As a final reality check, switch the master buss output to mono and make sure that there is no weakening or thinning out of the sound. At the mastering stage, there is not much you can do to fix this; you will need to go back to the mix and analyse the individual tracks to see where the problem resides. Typical culprits include effects that alter phase to create a super-wide stereo spread, but problems can also occur when miking an instrument with two mics spaced at different distances from the source. You can always try flipping the phase of one channel, and if that fixes the phase issues, great. But the odds are against that doing any good. In any event, do not forget to switch the bussing back to stereo when exporting the file or burning a CD! Real-time Mastering Within Your Sequencer A major difference between mastering in a MIDI Audio sequencer and using a digital audio editor is that you have the option to adjust mastering processors (which affect the final mixed output) as you mix. With digital audio editors, you are always working off-line with a previously mixed file.

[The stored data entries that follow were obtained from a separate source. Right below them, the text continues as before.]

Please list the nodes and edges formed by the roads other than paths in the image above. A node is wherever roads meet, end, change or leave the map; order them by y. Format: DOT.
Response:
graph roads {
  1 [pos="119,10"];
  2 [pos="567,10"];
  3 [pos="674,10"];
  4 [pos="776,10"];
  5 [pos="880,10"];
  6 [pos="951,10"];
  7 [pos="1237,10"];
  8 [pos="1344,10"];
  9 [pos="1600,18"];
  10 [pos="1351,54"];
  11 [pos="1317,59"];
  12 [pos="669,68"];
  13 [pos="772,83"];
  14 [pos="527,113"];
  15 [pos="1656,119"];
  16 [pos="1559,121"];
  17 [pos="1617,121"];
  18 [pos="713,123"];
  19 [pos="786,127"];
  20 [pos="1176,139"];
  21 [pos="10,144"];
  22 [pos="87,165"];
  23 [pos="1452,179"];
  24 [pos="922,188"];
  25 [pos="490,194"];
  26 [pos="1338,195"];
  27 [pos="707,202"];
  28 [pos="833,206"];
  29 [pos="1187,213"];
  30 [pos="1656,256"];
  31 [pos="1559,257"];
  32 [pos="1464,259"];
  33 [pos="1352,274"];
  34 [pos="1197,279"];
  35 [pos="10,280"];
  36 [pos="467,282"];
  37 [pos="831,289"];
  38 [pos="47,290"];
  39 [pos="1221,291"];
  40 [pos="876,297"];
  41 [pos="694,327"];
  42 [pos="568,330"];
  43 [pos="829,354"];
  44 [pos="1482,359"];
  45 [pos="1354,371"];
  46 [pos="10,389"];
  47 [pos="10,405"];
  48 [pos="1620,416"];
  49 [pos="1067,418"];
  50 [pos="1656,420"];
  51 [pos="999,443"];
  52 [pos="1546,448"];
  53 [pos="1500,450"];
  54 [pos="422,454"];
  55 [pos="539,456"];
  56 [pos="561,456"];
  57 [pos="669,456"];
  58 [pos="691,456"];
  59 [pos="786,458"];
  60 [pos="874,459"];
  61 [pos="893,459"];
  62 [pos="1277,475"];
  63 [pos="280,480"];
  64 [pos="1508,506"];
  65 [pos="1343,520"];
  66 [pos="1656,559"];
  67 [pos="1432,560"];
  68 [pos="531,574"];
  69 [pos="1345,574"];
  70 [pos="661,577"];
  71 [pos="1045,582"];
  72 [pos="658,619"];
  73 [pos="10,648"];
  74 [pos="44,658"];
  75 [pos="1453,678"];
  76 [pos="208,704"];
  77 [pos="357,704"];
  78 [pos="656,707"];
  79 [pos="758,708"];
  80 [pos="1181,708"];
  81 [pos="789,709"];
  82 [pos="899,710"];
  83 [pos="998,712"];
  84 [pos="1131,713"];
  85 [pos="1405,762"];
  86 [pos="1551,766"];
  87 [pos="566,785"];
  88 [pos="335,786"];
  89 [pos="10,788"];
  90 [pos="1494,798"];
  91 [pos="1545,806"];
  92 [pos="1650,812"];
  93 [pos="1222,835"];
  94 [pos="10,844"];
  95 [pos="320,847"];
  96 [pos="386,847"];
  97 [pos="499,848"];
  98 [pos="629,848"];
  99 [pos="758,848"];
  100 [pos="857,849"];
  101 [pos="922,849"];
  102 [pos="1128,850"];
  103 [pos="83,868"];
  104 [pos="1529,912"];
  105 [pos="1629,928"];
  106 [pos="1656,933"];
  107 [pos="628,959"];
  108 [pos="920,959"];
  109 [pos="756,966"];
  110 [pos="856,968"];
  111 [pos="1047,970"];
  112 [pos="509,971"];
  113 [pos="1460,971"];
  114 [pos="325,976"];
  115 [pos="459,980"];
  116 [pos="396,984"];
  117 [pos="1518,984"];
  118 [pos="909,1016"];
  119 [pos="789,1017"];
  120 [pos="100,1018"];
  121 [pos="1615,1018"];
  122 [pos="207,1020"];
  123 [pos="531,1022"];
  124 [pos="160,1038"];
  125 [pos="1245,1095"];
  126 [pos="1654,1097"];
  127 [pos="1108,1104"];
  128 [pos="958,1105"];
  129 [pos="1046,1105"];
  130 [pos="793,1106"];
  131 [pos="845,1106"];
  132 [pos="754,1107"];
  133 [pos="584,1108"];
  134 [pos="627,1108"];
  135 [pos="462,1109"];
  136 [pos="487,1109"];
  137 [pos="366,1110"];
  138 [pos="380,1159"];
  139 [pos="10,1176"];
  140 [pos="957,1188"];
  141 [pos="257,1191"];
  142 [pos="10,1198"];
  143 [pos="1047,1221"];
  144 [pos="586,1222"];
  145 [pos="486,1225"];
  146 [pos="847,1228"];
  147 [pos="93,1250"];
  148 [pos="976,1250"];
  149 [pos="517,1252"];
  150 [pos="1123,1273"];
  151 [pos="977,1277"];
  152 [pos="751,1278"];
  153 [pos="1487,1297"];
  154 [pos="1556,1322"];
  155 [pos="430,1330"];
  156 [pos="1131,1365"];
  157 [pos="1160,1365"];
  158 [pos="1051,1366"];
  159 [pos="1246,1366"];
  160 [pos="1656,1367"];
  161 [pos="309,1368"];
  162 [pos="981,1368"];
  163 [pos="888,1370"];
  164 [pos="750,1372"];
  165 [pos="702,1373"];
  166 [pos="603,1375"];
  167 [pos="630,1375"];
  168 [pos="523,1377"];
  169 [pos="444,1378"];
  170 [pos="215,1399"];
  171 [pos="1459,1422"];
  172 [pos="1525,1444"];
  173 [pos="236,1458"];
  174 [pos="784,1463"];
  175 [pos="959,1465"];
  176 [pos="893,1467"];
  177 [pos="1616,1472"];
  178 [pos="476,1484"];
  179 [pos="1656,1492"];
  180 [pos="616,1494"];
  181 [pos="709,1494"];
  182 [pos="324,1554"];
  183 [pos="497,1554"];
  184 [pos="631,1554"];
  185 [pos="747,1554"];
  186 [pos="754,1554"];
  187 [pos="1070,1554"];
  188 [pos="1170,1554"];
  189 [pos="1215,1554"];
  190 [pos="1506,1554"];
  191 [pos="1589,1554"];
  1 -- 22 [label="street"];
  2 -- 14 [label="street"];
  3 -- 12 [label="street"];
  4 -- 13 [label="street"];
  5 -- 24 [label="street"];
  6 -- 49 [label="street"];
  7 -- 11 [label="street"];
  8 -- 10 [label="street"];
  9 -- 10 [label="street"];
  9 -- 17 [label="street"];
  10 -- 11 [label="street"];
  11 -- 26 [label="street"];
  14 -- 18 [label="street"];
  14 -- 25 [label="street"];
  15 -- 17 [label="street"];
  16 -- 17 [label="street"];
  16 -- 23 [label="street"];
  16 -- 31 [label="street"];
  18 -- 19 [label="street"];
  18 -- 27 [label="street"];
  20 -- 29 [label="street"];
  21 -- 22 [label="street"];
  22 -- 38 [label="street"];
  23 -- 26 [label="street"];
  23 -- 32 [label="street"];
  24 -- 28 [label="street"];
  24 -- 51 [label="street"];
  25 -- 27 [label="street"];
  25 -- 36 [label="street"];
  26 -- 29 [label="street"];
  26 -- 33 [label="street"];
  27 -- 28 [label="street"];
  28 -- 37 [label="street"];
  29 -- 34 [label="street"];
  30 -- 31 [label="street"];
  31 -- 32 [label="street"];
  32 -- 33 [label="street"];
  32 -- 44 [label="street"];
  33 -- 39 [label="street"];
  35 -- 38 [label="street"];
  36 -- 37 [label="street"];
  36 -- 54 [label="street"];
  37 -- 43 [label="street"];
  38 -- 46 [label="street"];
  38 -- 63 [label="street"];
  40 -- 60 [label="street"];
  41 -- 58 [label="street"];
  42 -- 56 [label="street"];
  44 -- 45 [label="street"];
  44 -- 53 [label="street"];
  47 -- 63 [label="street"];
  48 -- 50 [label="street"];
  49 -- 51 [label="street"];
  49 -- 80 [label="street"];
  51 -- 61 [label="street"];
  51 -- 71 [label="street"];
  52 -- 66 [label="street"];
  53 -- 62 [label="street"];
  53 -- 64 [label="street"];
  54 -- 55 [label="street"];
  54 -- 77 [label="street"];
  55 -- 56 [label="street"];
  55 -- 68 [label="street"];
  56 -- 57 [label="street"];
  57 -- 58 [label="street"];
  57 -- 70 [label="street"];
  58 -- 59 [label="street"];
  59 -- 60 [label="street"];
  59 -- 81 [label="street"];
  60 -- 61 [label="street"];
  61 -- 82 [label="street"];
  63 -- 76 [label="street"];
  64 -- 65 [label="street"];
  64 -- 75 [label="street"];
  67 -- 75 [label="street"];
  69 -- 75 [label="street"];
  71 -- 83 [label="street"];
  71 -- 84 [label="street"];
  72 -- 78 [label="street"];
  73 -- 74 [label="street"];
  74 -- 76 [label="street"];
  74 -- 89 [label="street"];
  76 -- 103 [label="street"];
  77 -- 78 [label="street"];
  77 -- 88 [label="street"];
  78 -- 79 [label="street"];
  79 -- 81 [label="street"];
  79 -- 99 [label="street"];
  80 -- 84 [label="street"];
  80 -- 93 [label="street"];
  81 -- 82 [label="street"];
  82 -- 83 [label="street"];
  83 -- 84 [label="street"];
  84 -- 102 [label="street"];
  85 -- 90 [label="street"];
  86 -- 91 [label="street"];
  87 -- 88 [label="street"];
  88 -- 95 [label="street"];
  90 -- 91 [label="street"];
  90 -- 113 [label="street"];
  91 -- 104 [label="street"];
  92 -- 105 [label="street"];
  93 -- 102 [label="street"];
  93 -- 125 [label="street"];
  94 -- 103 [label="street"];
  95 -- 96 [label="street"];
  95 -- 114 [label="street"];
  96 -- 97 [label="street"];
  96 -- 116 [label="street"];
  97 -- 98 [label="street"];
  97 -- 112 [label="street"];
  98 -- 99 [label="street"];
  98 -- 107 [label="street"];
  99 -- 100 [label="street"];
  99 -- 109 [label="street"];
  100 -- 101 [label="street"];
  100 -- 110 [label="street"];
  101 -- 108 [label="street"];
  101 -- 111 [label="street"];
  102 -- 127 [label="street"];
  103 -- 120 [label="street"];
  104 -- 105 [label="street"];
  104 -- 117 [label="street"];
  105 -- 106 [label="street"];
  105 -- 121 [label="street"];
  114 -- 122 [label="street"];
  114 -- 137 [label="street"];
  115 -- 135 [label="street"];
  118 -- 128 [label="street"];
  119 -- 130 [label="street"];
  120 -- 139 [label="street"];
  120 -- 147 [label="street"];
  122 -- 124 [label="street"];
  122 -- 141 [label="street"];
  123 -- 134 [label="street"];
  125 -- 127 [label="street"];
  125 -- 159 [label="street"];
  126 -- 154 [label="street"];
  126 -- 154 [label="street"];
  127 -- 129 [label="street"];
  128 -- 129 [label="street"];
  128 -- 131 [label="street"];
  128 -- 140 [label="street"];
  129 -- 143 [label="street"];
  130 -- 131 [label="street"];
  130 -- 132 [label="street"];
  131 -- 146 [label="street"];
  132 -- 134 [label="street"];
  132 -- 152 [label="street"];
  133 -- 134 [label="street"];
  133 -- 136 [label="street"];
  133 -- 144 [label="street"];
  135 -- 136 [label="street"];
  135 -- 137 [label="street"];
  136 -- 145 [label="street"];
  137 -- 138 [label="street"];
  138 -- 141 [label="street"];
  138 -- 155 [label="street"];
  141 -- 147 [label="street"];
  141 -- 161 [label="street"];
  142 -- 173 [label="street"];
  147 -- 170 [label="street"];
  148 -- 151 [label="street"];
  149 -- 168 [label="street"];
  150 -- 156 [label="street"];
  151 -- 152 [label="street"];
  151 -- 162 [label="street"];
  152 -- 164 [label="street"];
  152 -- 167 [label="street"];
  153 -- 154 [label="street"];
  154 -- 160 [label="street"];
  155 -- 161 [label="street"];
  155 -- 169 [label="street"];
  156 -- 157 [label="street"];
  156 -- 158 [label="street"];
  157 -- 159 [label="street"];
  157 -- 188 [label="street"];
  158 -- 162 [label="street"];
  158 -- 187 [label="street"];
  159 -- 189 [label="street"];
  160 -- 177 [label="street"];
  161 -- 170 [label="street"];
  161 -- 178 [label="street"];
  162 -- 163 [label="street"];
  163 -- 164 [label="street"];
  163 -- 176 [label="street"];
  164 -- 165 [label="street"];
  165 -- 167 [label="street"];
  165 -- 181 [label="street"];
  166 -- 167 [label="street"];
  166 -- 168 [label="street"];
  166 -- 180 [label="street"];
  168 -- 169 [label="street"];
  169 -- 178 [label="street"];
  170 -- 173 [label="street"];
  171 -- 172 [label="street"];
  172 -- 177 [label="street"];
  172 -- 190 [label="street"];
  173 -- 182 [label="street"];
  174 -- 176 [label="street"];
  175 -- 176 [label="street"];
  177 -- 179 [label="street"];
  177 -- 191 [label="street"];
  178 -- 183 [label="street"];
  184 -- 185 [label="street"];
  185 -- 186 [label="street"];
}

However, there are advantages and disadvantages to both methods. The process of mixing is daunting enough without throwing mastering into the equation; however, mastering while you mix means you know exactly what the final version will sound like. But remember that a huge part of conventional mastering is about involving someone who can be more objective about what needs to be done with your music. Unless that person can sit in on the mix and adjust the mastering processors, you are better off giving them your files and some space to do their job right. Automation envelopes can reduce the odd rogue signal peak, thus opening up more headroom and allowing a hotter sound without you having to use as much dynamics processing. If you decide to master as you mix, you will be putting your mastering processors in busses.
This is because when you create a non-surround multitrack project, eventually all the tracks are going to dump through a mixer into a master stereo output buss. As with individual channels, this should have provisions for adding plug-in effects.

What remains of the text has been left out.